AB 1482: Tenant Protection Act (Support): provides a baseline of anti-rent gouging and just-cause eviction protections for vulnerable renters statewide. Read more here on why tenant protection is smart growth policy.
SB 330: Housing Crisis Act (Support): applies a wide range of reforms to accelerate housing permit approvals and to preserve jurisdictions’ zoning capacity for housing.
AB 285: California Transportation Plan and GHG reduction (Support): updates the California Transportation Plan requirements to address achievement of 40% GHG reduction from 1990 levels by 2030.
AB 65: Coastal protection and climate adaption (Support): applies forward-thinking specifications for how Prop 68 (2018) funds are to be used to address climate adaptation in coastal communities.
Governor’s budget: PCL, with many partners, worked with the administration to ensure new housing incentive funds would be directed to equitable compact development, resulting in a $500 million expansion of the Infill Infrastructure Grant program. PCL also worked with our affiliate National Wildlife Federation and others to extend California’s existing Habitat Conservation Fund until 2030.
Some losses:
SB 1: California Environmental, Public Health, and Workers Defense Act (Support): would have encoded portions of the federal Clean Air Act, Clean Water Act, Safe Drinking Water Act, Endangered Species Act, and basic workplace safety laws that are not currently in California state law. Vetoed.

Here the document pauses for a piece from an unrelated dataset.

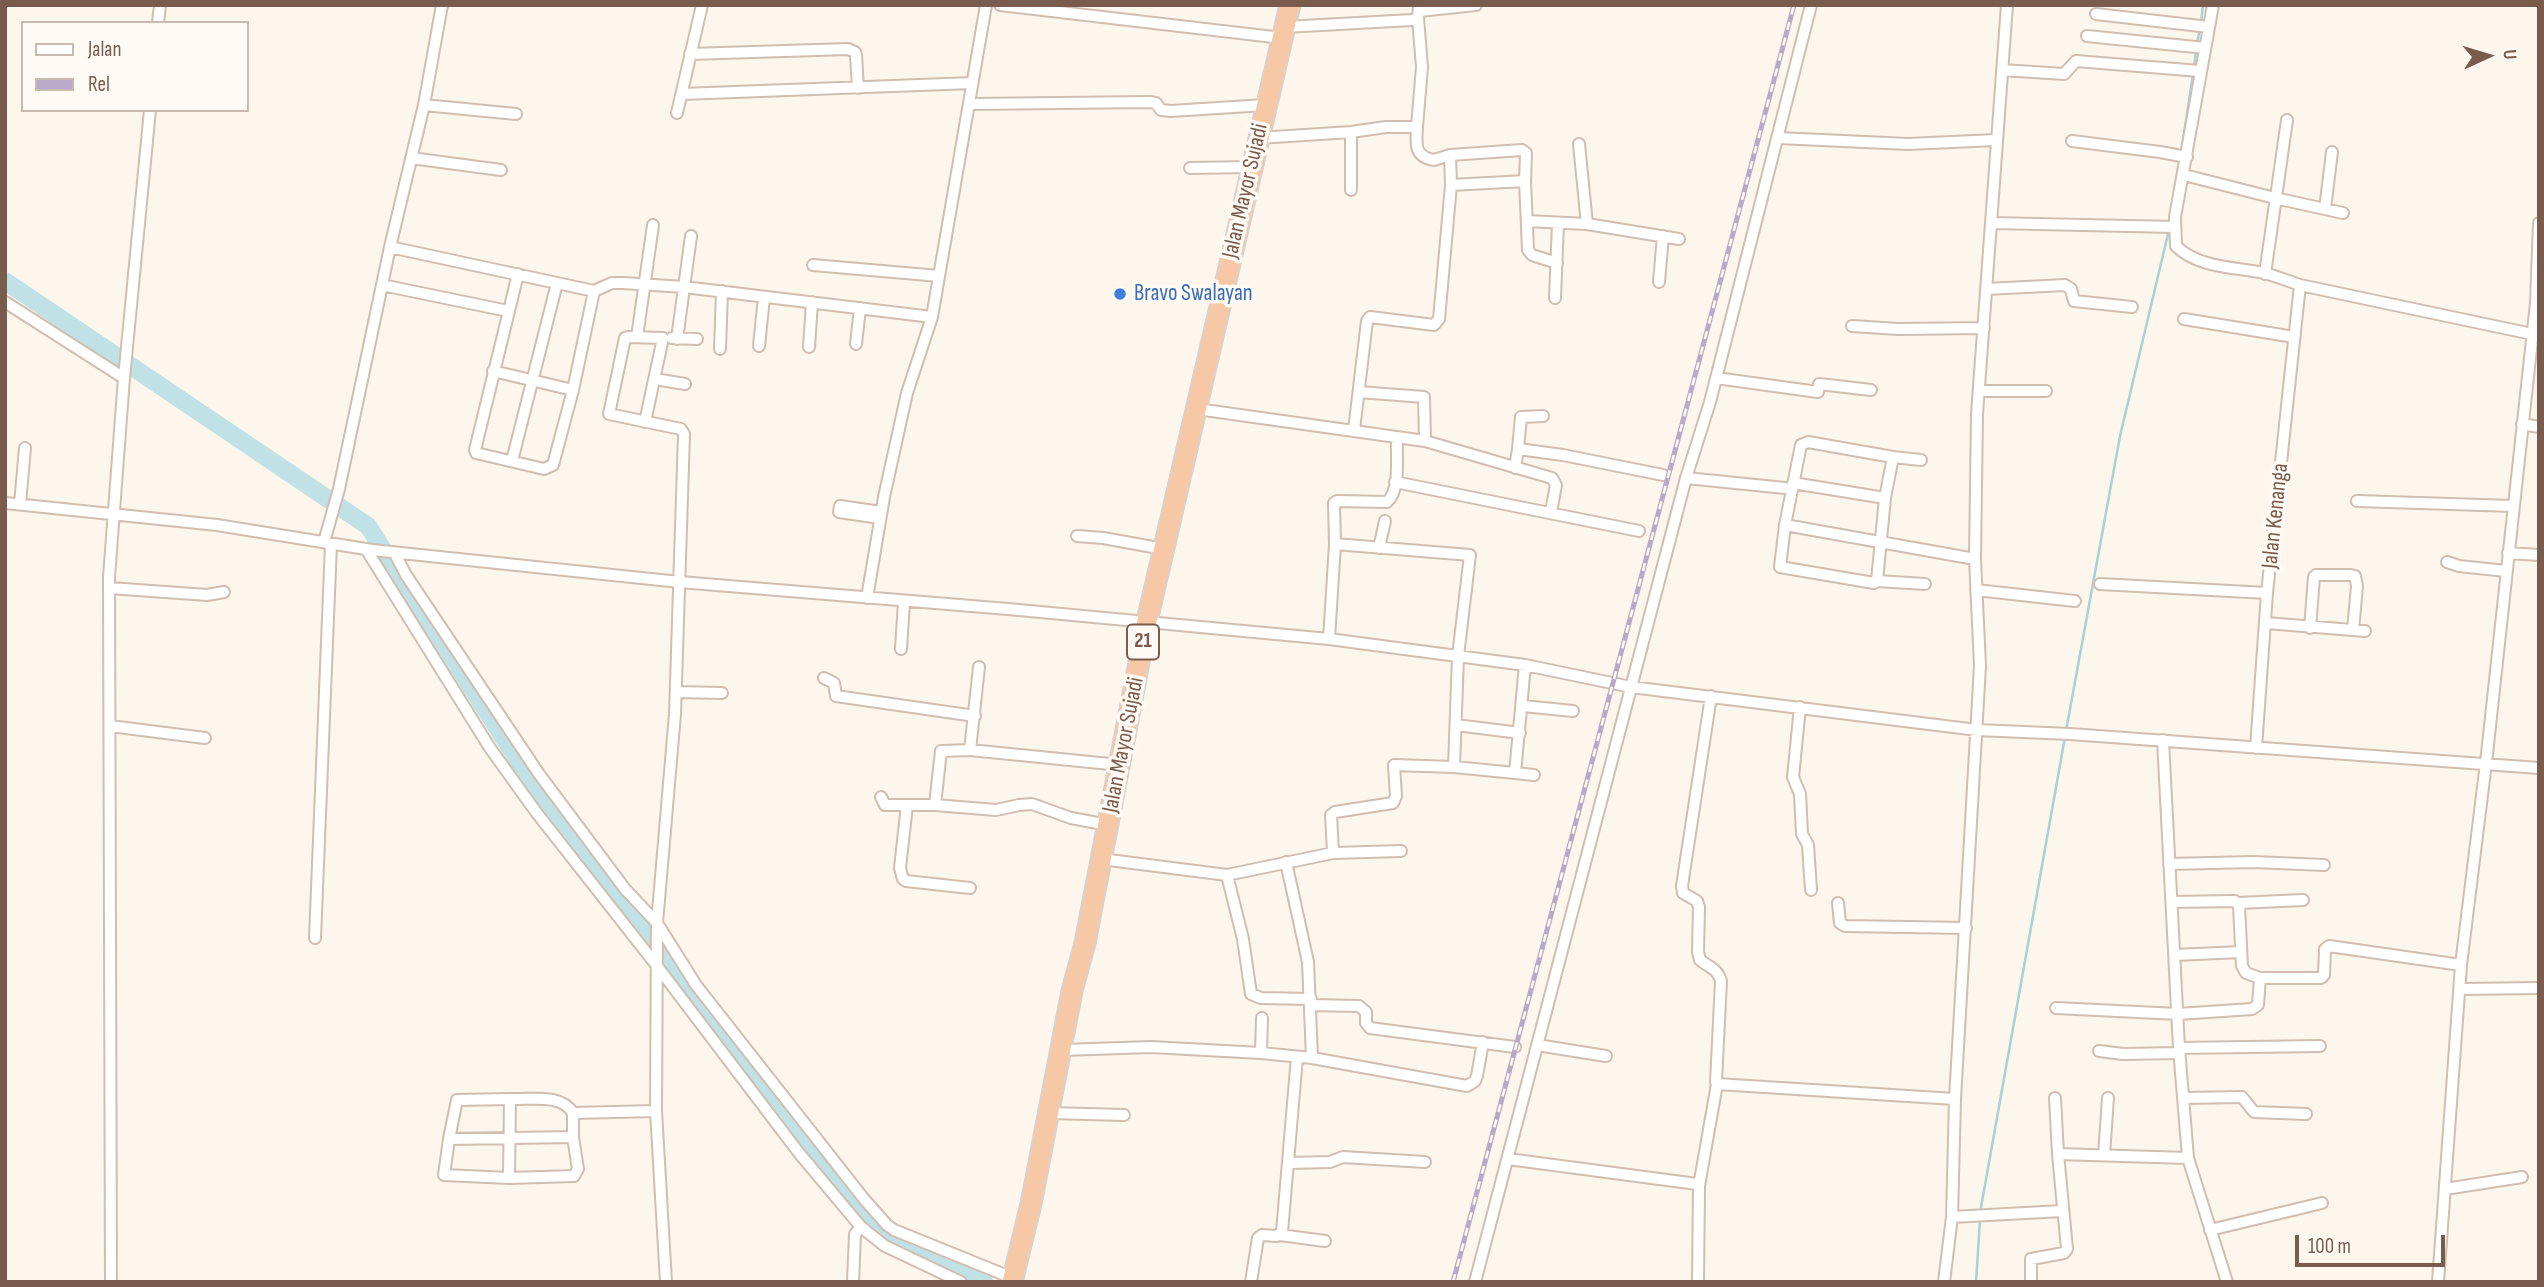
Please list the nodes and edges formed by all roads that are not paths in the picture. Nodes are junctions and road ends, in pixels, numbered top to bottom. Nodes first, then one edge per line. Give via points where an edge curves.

AB 430: Camp Fire Housing Assistance Act (Oppose): PCL has the utmost concern for the victims of the Camp Fire, as we do for all of the communities across California that have been struck by the increasingly devastating fires of recent years. However, AB 430, now signed, sets a bad precedent for disaster recovery. Read more here.
SB 127: Complete streets on state highways (Support): would have mandated improved requirements for safety and access to facilities for pedestrians, bicyclists, and transit users on all State Highways. Vetoed.
Bills that stalled in 2019 but may move in 2020:
AB 1788: California Ecosystems Protection Act (Support): would expand common-sense restrictions on the use of anticoagulants and other damaging pesticides.
SB 25: Expedited judicial review for Opportunity Zone and publicly funded projects (Oppose):
the farthest-reaching of many 2019 proposals, SB 25 would extend “expedited judicial review” to a broad range of publicly funded projects.
SB 50: Planning and zoning, permit streamlining and incentives: among many details, SB 50 proposes maximizing housing densities in all applicable “transit-rich” and “jobs-rich” areas statewide.
SB 5: Affordable Housing and Community Development Investment Program: the furthest a proposal has gotten to reinstate (something like) Redevelopment in California. The governor vetoed it, but we suspect it will not be the last proposal along these lines.
SB 526: State Mobility Action Plan for Healthy Communities, (Support): proposes a new level of inter-agency transportation planning that would be more accountable to California’s climate and equity goals, and provide greater discretion to the California Transportation Commission to prioritize VMT-reducing projects in jurisdictions that are not meeting their GHG reduction targets.